Aquel susurro apasionado amenazaba aplastar a Covenant contra la piedra. El maldecía entre sollozos, pero no tenía fuerzas para deshacer el nudo de su garganta.
Luego, el Amo Execrable empezó a reír entre dientes. El aire se impregnaba de olor a muerte. Por un momento, Covenant sintió; como si los músculos de su tórax se quebraran.
Pero luego la burla se alejó de él. El viento se cernió sobre ella, llevándose la niebla. El viento era frío, como si un temblor de risa cabalgara sobre él, resonando en silencio; pero la atmósfera se iba aclarando hasta que desapareció la niebla.
Covenant yacía sobre su espalda bajo un cielo brillante y un extraño sol.
El sol estaba alto en el cielo. El brillo central de su luz le era familiar, reconfortante. Pero estaba coronado de azul como un anillo de zafiros; y su radiación iluminaba el resto del espacio dándole una textura de seda.
Covenant lo miró de soslayo, en silencio; demasiado aturdido para moverse o reaccionar. De tu propia voluntad. El aura del sol le molestaba de una forma que no podía definir. Los planes que hice en mi tiempo de espera… Moviéndose como si tuviera una mente propia, su mano derecha se acercó lentamente al lugar donde el cuchillo se había clavado.
Sus dedos estaban demasiado entumecidos para indicarle algo. Pero podía sentir su presión en el pecho. Pudo sentir su contacto al deslizarse hacía el centro de su camisa.
No había dolor.
Retiró la mano y quitó la vista del cielo para mirar sus dedos.
No había sangre.
Reuniendo fuerzas, levantó su espalda para quedarse sentado. Por un momento, tuvo que apoyarse con los brazos. Parpadeando por el brillo del sol, forzó su vista para enfocarla a su pecho.

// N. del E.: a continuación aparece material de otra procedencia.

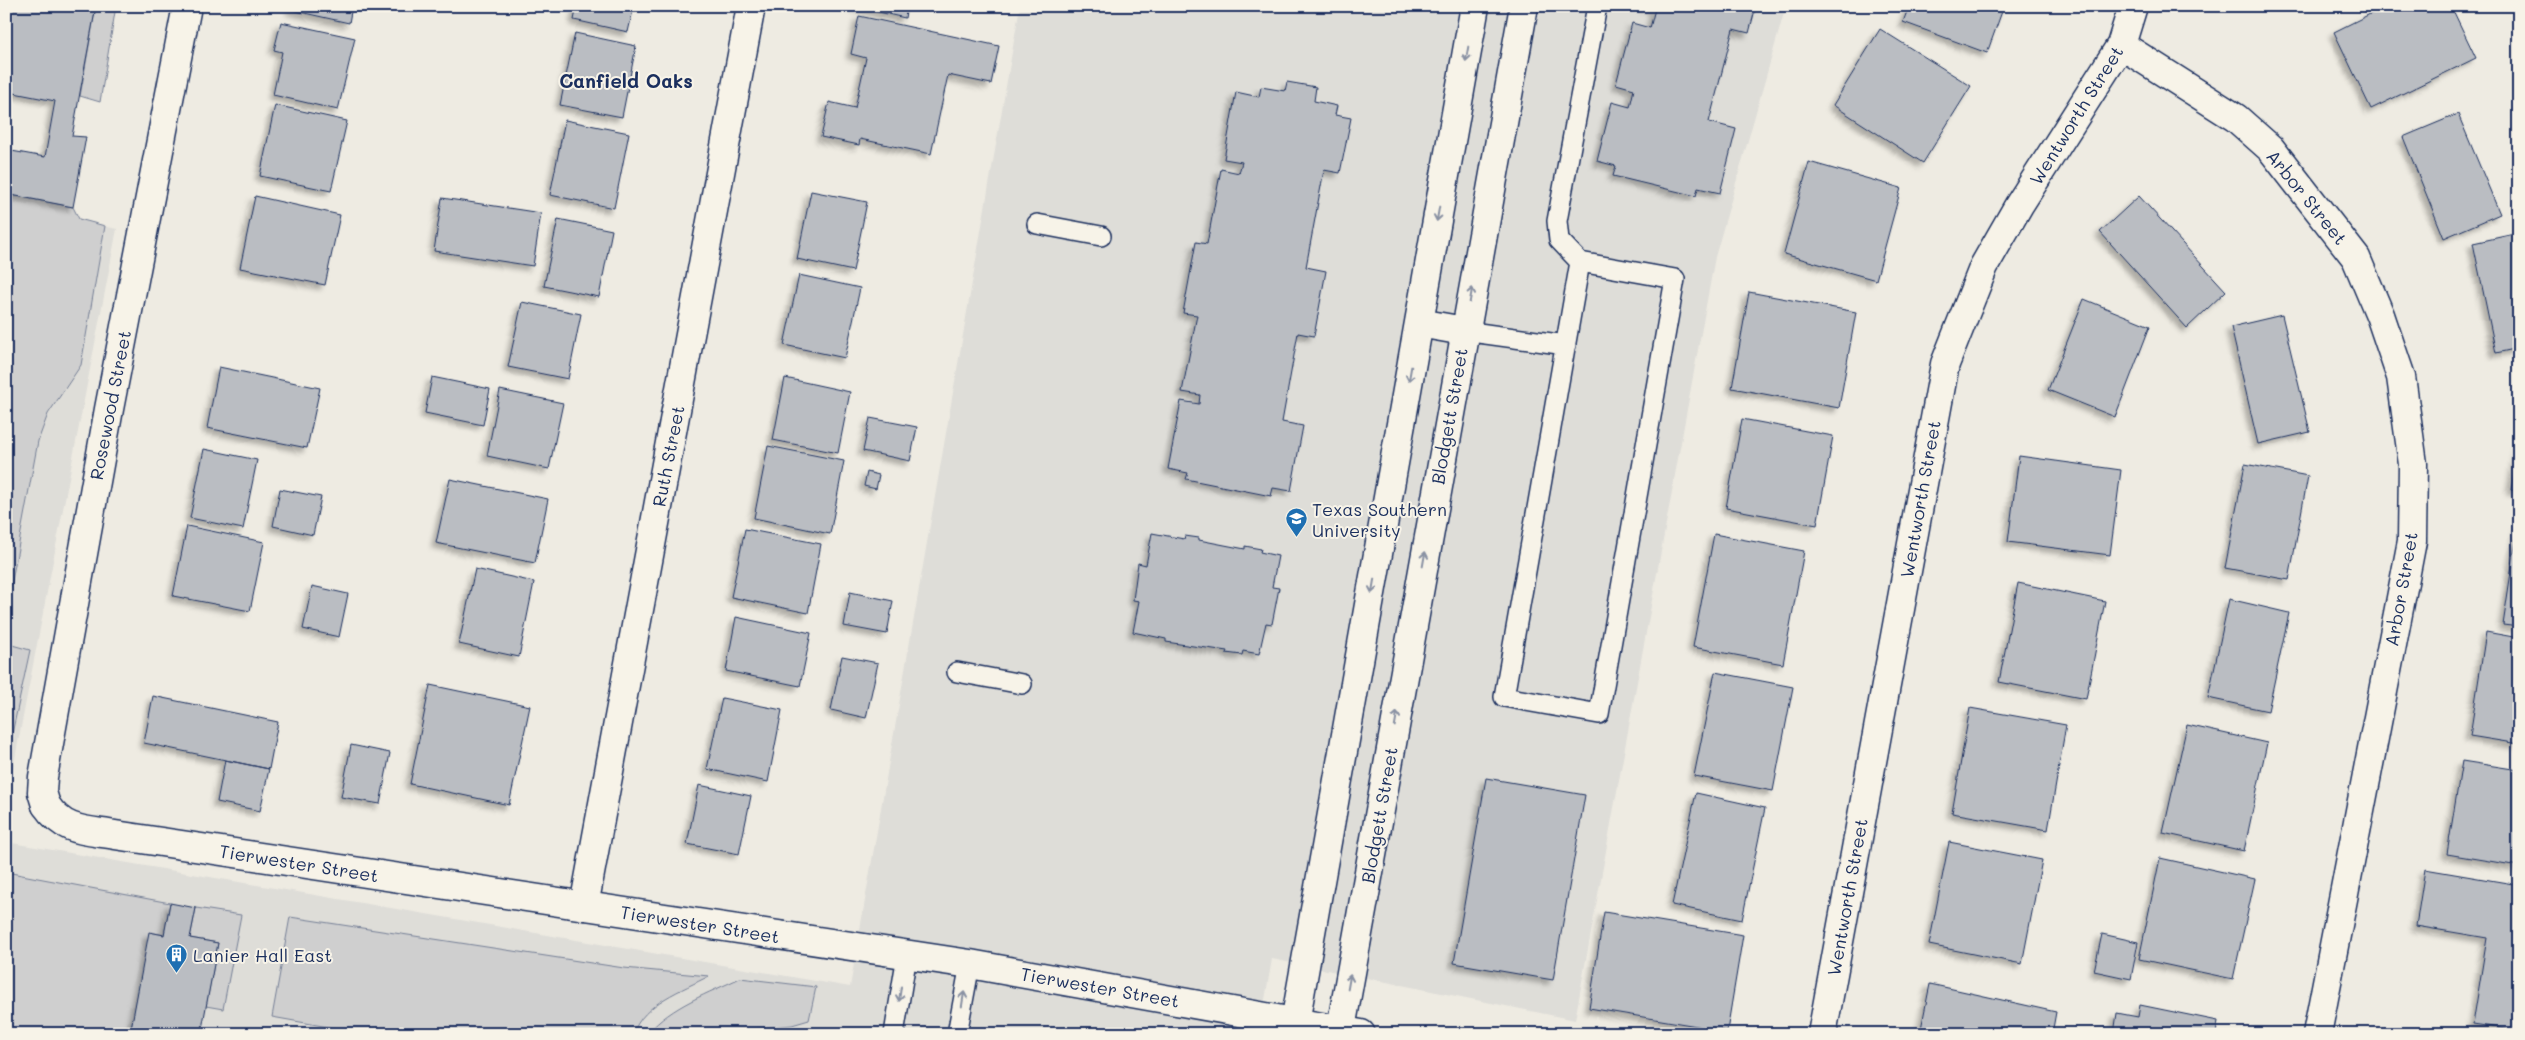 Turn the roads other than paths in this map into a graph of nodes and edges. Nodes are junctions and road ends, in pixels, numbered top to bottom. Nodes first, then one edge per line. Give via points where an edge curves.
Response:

Su camisa estaba cortada. Una raja del ancho de su mano apareció justo por debajo del esternón. Dejaba ver en su piel la línea blanca de una nueva cicatriz.
Se quedó mirándola, asombrado. ¿Cómo…?
Todavía sigues obstinado. ¿Se había curado a sí mismo? ¿Magia indomeñable?
No lo sabía. No había sido consciente de usar ningún poder. ¿Lo habría hecho inconscientemente? Una vez, el Amo Superior Mhoram le había dicho: Tú eres el oro blanco. ¿Significaba esto que era capaz de utilizar su poder sin proponérselo? ¿Sin tener control sobre él? ¡Demonios!
Pasó largo rato antes de darse cuenta de que se hallaba frente a un parapeto. Estaba sentado en un lado de una losa redonda, rodeada por una pared baja, a la altura de su pecho, según la posición en que se encontraba.
Una sacudida del recuerdo lo sacó de su estupor. Conocía aquel lugar.
La Atalaya de Kevin.
Por un instante se preguntó: ¿Por qué aquí? Pero luego, un encadenamiento de ideas lo dejó asombrado. Se volvió y vio a Linden inconsciente.
Estuvo a punto de desmayarse él también al verla. Linden yacía, completamente inmóvil, con los ojos abiertos, pero sin ver nada. Su pelo caía sobre su cara completamente enmarañado.
Detrás de su oreja izquierda, brotaban gotas de sangre.
Tú eres mío.
De pronto, Covenant empezó a sudar en aquel aire frío.
La cogió por los hombros. La sacudió. Luego le tomó la mano izquierda y empezó a frotarle la muñeca. Su cara adquirió una expresión de protesta. Luego, un sollozo tensó sus labios. Empezó a contorcerse. Le soltó el brazo y le colocó las manos a los lados de la cara para evitar que se diera un golpe contra la piedra.
Bruscamente, su mirada se avivó, aspiró un gran sorbo de aire y emitió un grito ensordecedor. Sonó de una manera especial en aquel inmenso espacio y bajo aquel extraño sol anillado de azul.
—¡Linden! —gritó. Ella tomó aire para volver a gritar—. ¡Linden!
Sus ojos se fijaron en él. Tenían un brillo de terror o de cólera, como si él la hubiera amenazado con la lepra.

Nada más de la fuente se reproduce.